Dès lors, les 20 rames du parc sont utilisées à plein. Si on exclut les trois rames en maintenance, plus une quatrième en cours de reconstruction, les 16 rames restantes assurent à elles seules 32 allers-retours par jour. « Nos trains ont parcouru 1 million de miles (1,6 million de km) en 8 ans », souligne Clifford Black. Soit une moyenne de 200 millions de km par an.
Pour faire face à cette popularité croissante, Amtrak réfléchit à des solutions pour augmenter les capacités de son parc. Une première étape – en attendant de pouvoir s’offrir de nouvelles rames flambant neuves – pourrait consister à commander une ou deux voitures supplémentaires par train. Ces deux voitures permettraient d’ajouter 600 voyageurs à des voitures qui comptent déjà 1 500 sièges à l’heure actuelle. Aucune décision n’a cependant été prise.

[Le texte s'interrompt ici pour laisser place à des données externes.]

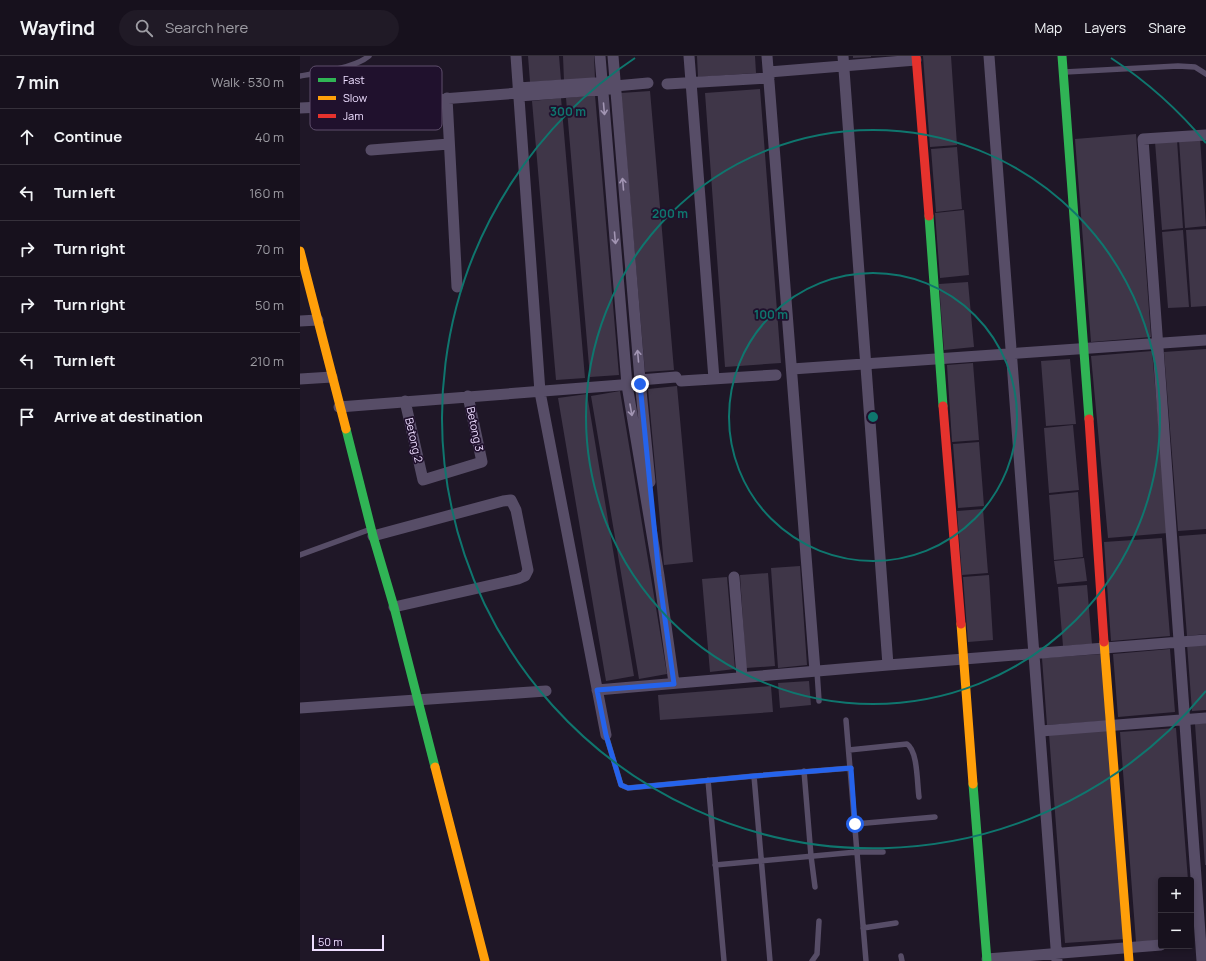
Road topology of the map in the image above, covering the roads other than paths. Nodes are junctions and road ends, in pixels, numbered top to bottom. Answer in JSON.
{"nodes":[{"id":1,"x":369,"y":56,"type":"edge"},
{"id":2,"x":516,"y":56,"type":"edge"},
{"id":3,"x":600,"y":56,"type":"edge"},
{"id":4,"x":613,"y":56,"type":"edge"},
{"id":5,"x":689,"y":56,"type":"edge"},
{"id":6,"x":767,"y":56,"type":"edge"},
{"id":7,"x":989,"y":56,"type":"edge"},
{"id":8,"x":1062,"y":56,"type":"edge"},
{"id":9,"x":916,"y":58,"type":"edge"},
{"id":10,"x":844,"y":61,"type":"edge"},
{"id":11,"x":346,"y":66,"type":"edge"},
{"id":12,"x":1064,"y":72,"type":"junction"},
{"id":13,"x":1206,"y":74,"type":"edge"},
{"id":14,"x":310,"y":75,"type":"edge"},
{"id":15,"x":769,"y":75,"type":"junction"},
{"id":16,"x":300,"y":76,"type":"edge"},
{"id":17,"x":648,"y":83,"type":"dead end"},
{"id":18,"x":691,"y":83,"type":"junction"},
{"id":19,"x":667,"y":84,"type":"dead end"},
{"id":20,"x":615,"y":85,"type":"junction"},
{"id":21,"x":603,"y":86,"type":"junction"},
{"id":22,"x":519,"y":92,"type":"junction"},
{"id":23,"x":442,"y":98,"type":"edge"},
{"id":24,"x":447,"y":98,"type":"junction"},
{"id":25,"x":300,"y":108,"type":"edge"},
{"id":26,"x":310,"y":108,"type":"edge"},
{"id":27,"x":1206,"y":135,"type":"edge"},
{"id":28,"x":449,"y":144,"type":"junction"},
{"id":29,"x":371,"y":150,"type":"dead end"},
{"id":30,"x":300,"y":251,"type":"edge"},
{"id":31,"x":458,"y":287,"type":"dead end"},
{"id":32,"x":318,"y":320,"type":"junction"},
{"id":33,"x":300,"y":321,"type":"edge"},
{"id":34,"x":1206,"y":340,"type":"edge"},
{"id":35,"x":1158,"y":344,"type":"junction"},
{"id":36,"x":1084,"y":347,"type":"junction"},
{"id":37,"x":1011,"y":353,"type":"junction"},
{"id":38,"x":940,"y":358,"type":"junction"},
{"id":39,"x":866,"y":364,"type":"junction"},
{"id":40,"x":792,"y":369,"type":"junction"},
{"id":41,"x":776,"y":375,"type":"dead end"},
{"id":42,"x":332,"y":377,"type":"junction"},
{"id":43,"x":300,"y":379,"type":"edge"},
{"id":44,"x":714,"y":379,"type":"junction"},
{"id":45,"x":640,"y":380,"type":"junction"},
{"id":46,"x":626,"y":381,"type":"junction"},
{"id":47,"x":540,"y":388,"type":"junction"},
{"id":48,"x":468,"y":396,"type":"junction"},
{"id":49,"x":405,"y":402,"type":"junction"},
{"id":50,"x":339,"y":407,"type":"junction"},
{"id":51,"x":422,"y":480,"type":"joint"},
{"id":52,"x":372,"y":533,"type":"junction"},
{"id":53,"x":300,"y":555,"type":"edge"},
{"id":54,"x":659,"y":576,"type":"junction"},
{"id":55,"x":734,"y":577,"type":"dead end"},
{"id":56,"x":394,"y":607,"type":"junction"},
{"id":57,"x":1206,"y":640,"type":"edge"},
{"id":58,"x":1179,"y":643,"type":"junction"},
{"id":59,"x":1104,"y":649,"type":"junction"},
{"id":60,"x":1035,"y":654,"type":"junction"},
{"id":61,"x":963,"y":659,"type":"junction"},
{"id":62,"x":888,"y":665,"type":"junction"},
{"id":63,"x":816,"y":671,"type":"junction"},
{"id":64,"x":742,"y":677,"type":"junction"},
{"id":65,"x":674,"y":684,"type":"junction"},
{"id":66,"x":597,"y":690,"type":"junction"},
{"id":67,"x":546,"y":691,"type":"dead end"},
{"id":68,"x":418,"y":700,"type":"junction"},
{"id":69,"x":819,"y":701,"type":"dead end"},
{"id":70,"x":300,"y":708,"type":"edge"},
{"id":71,"x":1206,"y":718,"type":"edge"},
{"id":72,"x":1185,"y":719,"type":"junction"},
{"id":73,"x":846,"y":720,"type":"dead end"},
{"id":74,"x":1110,"y":725,"type":"junction"},
{"id":75,"x":1041,"y":731,"type":"junction"},
{"id":76,"x":606,"y":735,"type":"joint"},
{"id":77,"x":849,"y":750,"type":"junction"},
{"id":78,"x":851,"y":768,"type":"junction"},
{"id":79,"x":804,"y":771,"type":"junction"},
{"id":80,"x":754,"y":776,"type":"junction"},
{"id":81,"x":708,"y":780,"type":"junction"},
{"id":82,"x":919,"y":797,"type":"dead end"},
{"id":83,"x":935,"y":816,"type":"dead end"},
{"id":84,"x":855,"y":824,"type":"junction"},
{"id":85,"x":857,"y":852,"type":"junction"},
{"id":86,"x":883,"y":852,"type":"dead end"},
{"id":87,"x":811,"y":856,"type":"junction"},
{"id":88,"x":761,"y":861,"type":"junction"},
{"id":89,"x":716,"y":865,"type":"junction"},
{"id":90,"x":815,"y":887,"type":"dead end"},
{"id":91,"x":819,"y":921,"type":"dead end"},
{"id":92,"x":896,"y":923,"type":"dead end"},
{"id":93,"x":863,"y":928,"type":"junction"},
{"id":94,"x":1199,"y":942,"type":"edge"},
{"id":95,"x":1158,"y":945,"type":"edge"},
{"id":96,"x":1128,"y":948,"type":"junction"},
{"id":97,"x":1057,"y":957,"type":"edge"},
{"id":98,"x":987,"y":960,"type":"edge"},
{"id":99,"x":485,"y":961,"type":"edge"},
{"id":100,"x":724,"y":961,"type":"edge"},
{"id":101,"x":770,"y":961,"type":"edge"},
{"id":102,"x":812,"y":961,"type":"edge"},
{"id":103,"x":866,"y":961,"type":"edge"},
{"id":104,"x":1129,"y":961,"type":"edge"},
{"id":105,"x":1202,"y":961,"type":"edge"}],
"edges":[{"from":1,"to":11,"type":"lane"},
{"from":2,"to":22,"type":"street"},
{"from":3,"to":21,"type":"street"},
{"from":4,"to":20,"type":"street"},
{"from":5,"to":18,"type":"street"},
{"from":6,"to":15,"type":"street"},
{"from":7,"to":37,"type":"street"},
{"from":8,"to":12,"type":"street"},
{"from":9,"to":10,"type":"street"},
{"from":9,"to":38,"type":"street"},
{"from":10,"to":15,"type":"street"},
{"from":10,"to":39,"type":"street"},
{"from":12,"to":13,"type":"lane"},
{"from":12,"to":36,"type":"street"},
{"from":14,"to":16,"type":"lane"},
{"from":15,"to":18,"type":"street"},
{"from":15,"to":40,"type":"street"},
{"from":17,"to":20,"type":"street"},
{"from":18,"to":19,"type":"street"},
{"from":18,"to":44,"type":"street"},
{"from":20,"to":21,"type":"street"},
{"from":45,"to":20,"type":"street","one_way":true},
{"from":21,"to":22,"type":"street"},
{"from":21,"to":46,"type":"street","one_way":true},
{"from":22,"to":24,"type":"street"},
{"from":22,"to":47,"type":"street"},
{"from":23,"to":24,"type":"street"},
{"from":24,"to":28,"type":"street"},
{"from":25,"to":26,"type":"street"},
{"from":27,"to":35,"type":"street"},
{"from":28,"to":29,"type":"street"},
{"from":28,"to":31,"type":"street"},
{"from":30,"to":32,"type":"street"},
{"from":32,"to":33,"type":"street"},
{"from":32,"to":42,"type":"street"},
{"from":34,"to":35,"type":"street"},
{"from":35,"to":36,"type":"street"},
{"from":35,"to":58,"type":"street"},
{"from":36,"to":37,"type":"street"},
{"from":36,"to":59,"type":"street"},
{"from":37,"to":38,"type":"street"},
{"from":37,"to":60,"type":"street"},
{"from":38,"to":39,"type":"street"},
{"from":38,"to":61,"type":"street"},
{"from":39,"to":40,"type":"street"},
{"from":39,"to":62,"type":"street"},
{"from":40,"to":63,"type":"street"},
{"from":41,"to":44,"type":"street"},
{"from":42,"to":43,"type":"street"},
{"from":42,"to":50,"type":"street"},
{"from":44,"to":45,"type":"street"},
{"from":45,"to":46,"type":"street"},
{"from":45,"to":54,"type":"street"},
{"from":46,"to":47,"type":"street"},
{"from":46,"to":54,"type":"street","one_way":true},
{"from":47,"to":48,"type":"street"},
{"from":47,"to":66,"type":"street"},
{"from":48,"to":49,"type":"street"},
{"from":48,"to":51,"type":"street","name":"Betong 3"},
{"from":49,"to":50,"type":"street"},
{"from":49,"to":51,"type":"street","name":"Betong 2"},
{"from":50,"to":52,"type":"street"},
{"from":52,"to":53,"type":"lane"},
{"from":52,"to":56,"type":"street"},
{"from":52,"to":56,"type":"street"},
{"from":54,"to":65,"type":"street"},
{"from":55,"to":64,"type":"street"},
{"from":56,"to":68,"type":"street"},
{"from":57,"to":58,"type":"street"},
{"from":58,"to":59,"type":"street"},
{"from":58,"to":72,"type":"street"},
{"from":59,"to":60,"type":"street"},
{"from":59,"to":74,"type":"street"},
{"from":60,"to":61,"type":"street"},
{"from":60,"to":75,"type":"street"},
{"from":61,"to":62,"type":"street"},
{"from":61,"to":98,"type":"street"},
{"from":62,"to":63,"type":"street"},
{"from":63,"to":64,"type":"street"},
{"from":63,"to":69,"type":"lane"},
{"from":64,"to":65,"type":"street"},
{"from":65,"to":66,"type":"street"},
{"from":66,"to":76,"type":"street"},
{"from":67,"to":68,"type":"street"},
{"from":68,"to":70,"type":"street"},
{"from":68,"to":99,"type":"street"},
{"from":71,"to":72,"type":"street"},
{"from":72,"to":74,"type":"street"},
{"from":72,"to":94,"type":"street"},
{"from":73,"to":77,"type":"lane"},
{"from":74,"to":75,"type":"street"},
{"from":74,"to":96,"type":"street"},
{"from":75,"to":97,"type":"street"},
{"from":76,"to":81,"type":"lane"},
{"from":77,"to":78,"type":"lane"},
{"from":77,"to":82,"type":"lane"},
{"from":78,"to":79,"type":"lane"},
{"from":78,"to":84,"type":"lane"},
{"from":79,"to":80,"type":"lane"},
{"from":79,"to":87,"type":"lane"},
{"from":80,"to":81,"type":"lane"},
{"from":80,"to":88,"type":"lane"},
{"from":81,"to":89,"type":"lane"},
{"from":83,"to":84,"type":"lane"},
{"from":84,"to":85,"type":"lane"},
{"from":85,"to":86,"type":"lane"},
{"from":85,"to":87,"type":"lane"},
{"from":85,"to":93,"type":"lane"},
{"from":87,"to":88,"type":"lane"},
{"from":87,"to":90,"type":"lane"},
{"from":88,"to":89,"type":"lane"},
{"from":88,"to":101,"type":"lane"},
{"from":89,"to":100,"type":"lane"},
{"from":91,"to":102,"type":"lane"},
{"from":92,"to":93,"type":"lane"},
{"from":93,"to":103,"type":"lane"},
{"from":94,"to":105,"type":"street"},
{"from":95,"to":96,"type":"street"},
{"from":96,"to":97,"type":"street"},
{"from":96,"to":104,"type":"street"},
{"from":97,"to":98,"type":"street"}]}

Les gratte-ciel de Philadelphie sont dépassés. Ceux de New York sont tout proches. Le train s’engouffre dans un long tunnel qui le conduit dans les entrailles de Manhattan, au pied de Penn Station, terminus du train. La foule qui se déverse sur les quais de la gare souterraine donne la mesure du succès de l’Acela. On n’ose imaginer ce que cette foule serait si le pays se mettait à la grande vitesse pour de bon.